Sentimental affiche

Cela peut paraître improbable, voire incroyable, mais ce tout petit cinéma français qui nous attriste régulièrement, celui qui pérore sans fin sur des problèmes de couples petits (ou grands) bourgeois, en les filmant façon « au théâtre ce soir », et en misant avant tout sur notre sympathie envers des acteurs qui cabotinent, eh bien ce cinéma-là fait des émules hors de nos frontières ! Pire, en Espagne, un pays qui a plutôt misé ces dernières décennies, et avec un certain succès, sur le cinéma de genre, et dont la culture – désolé de marteler des évidences – est bien différente de la nôtre !
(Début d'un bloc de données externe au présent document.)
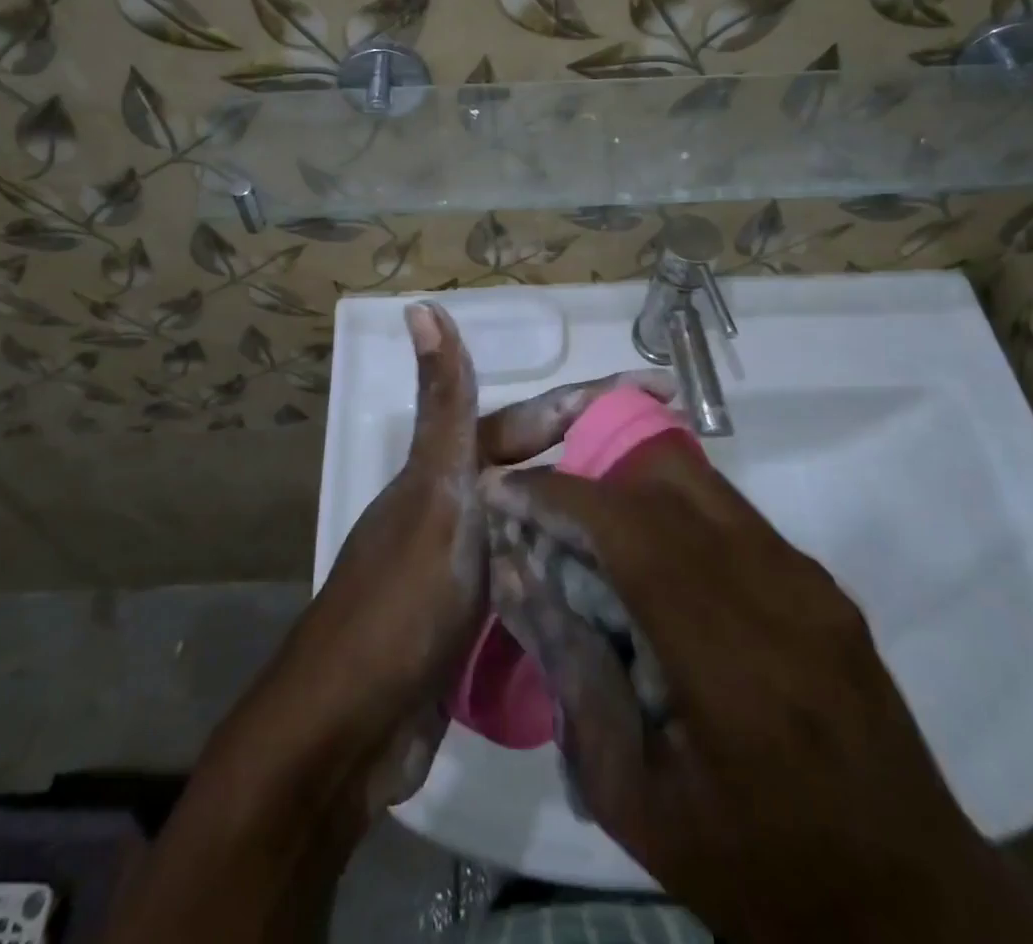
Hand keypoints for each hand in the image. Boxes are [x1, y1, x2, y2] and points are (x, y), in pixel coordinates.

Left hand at [296, 302, 673, 807]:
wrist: (351, 726)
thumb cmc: (402, 600)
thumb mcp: (435, 492)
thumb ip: (443, 403)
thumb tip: (420, 306)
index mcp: (457, 469)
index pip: (540, 416)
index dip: (599, 397)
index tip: (665, 388)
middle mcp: (469, 505)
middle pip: (550, 466)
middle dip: (609, 453)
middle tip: (680, 458)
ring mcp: (479, 562)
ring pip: (550, 521)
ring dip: (599, 511)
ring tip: (668, 512)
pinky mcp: (489, 618)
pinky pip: (546, 576)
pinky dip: (580, 569)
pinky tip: (627, 578)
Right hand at [481, 442, 1032, 943]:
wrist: (914, 903)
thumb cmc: (761, 872)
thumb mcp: (638, 801)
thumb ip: (573, 676)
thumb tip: (518, 575)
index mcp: (732, 663)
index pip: (631, 531)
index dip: (559, 495)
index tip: (504, 489)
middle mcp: (778, 593)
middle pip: (668, 477)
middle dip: (591, 474)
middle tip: (546, 510)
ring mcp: (809, 578)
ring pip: (701, 481)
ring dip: (632, 486)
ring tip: (592, 532)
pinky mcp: (822, 580)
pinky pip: (730, 512)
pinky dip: (673, 511)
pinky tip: (654, 564)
Cesc Gay, auteur catalan « complet » puisque scénariste et réalisateur de ses films, aurait visiblement voulu être français, parisien peut-être même. Dans sa pièce, pardon, son film "Sentimental", Gay met d’emblée bien en évidence dans les mains de son personnage central le livre "Sérotonine" de Houellebecq (et non, nous n’avons pas affaire, contrairement à nos attentes de cinéphiles bien éduqués à un « fusil de Tchekhov » !). Ses décorateurs ont fait tout leur possible pour que l’appartement (madrilène ? barcelonais ?) dans lequel va se passer l’intégralité de Sentimental – après un générique qui montre rapidement le monde extérieur et l’arrivée d’un tapis puis des protagonistes – ressemble avant tout à un appartement parisien. Le ressort principal de son scénario – pardon pour le demi-spoiler – est les activités sexuelles non conventionnelles d’un couple, comme dans une large majorité des comédies françaises sur le… couple justement. Alors oui, les acteurs, un peu en roue libre d’ailleurs, parlent espagnol, mais rien dans leur comportement, dans leurs expressions, dans leurs réactions ne semble réellement espagnol, ou même catalan. Au point que quiconque connaît un peu ce pays aura vraiment du mal à avaler une fiction entièrement construite sur des non-dits et une agressivité latente, alors que, justement, la culture locale est plutôt reconnue pour sa capacité à exprimer verbalement les sentiments, et pour la facilité avec laquelle l’agressivité se manifeste dans les rapports humains.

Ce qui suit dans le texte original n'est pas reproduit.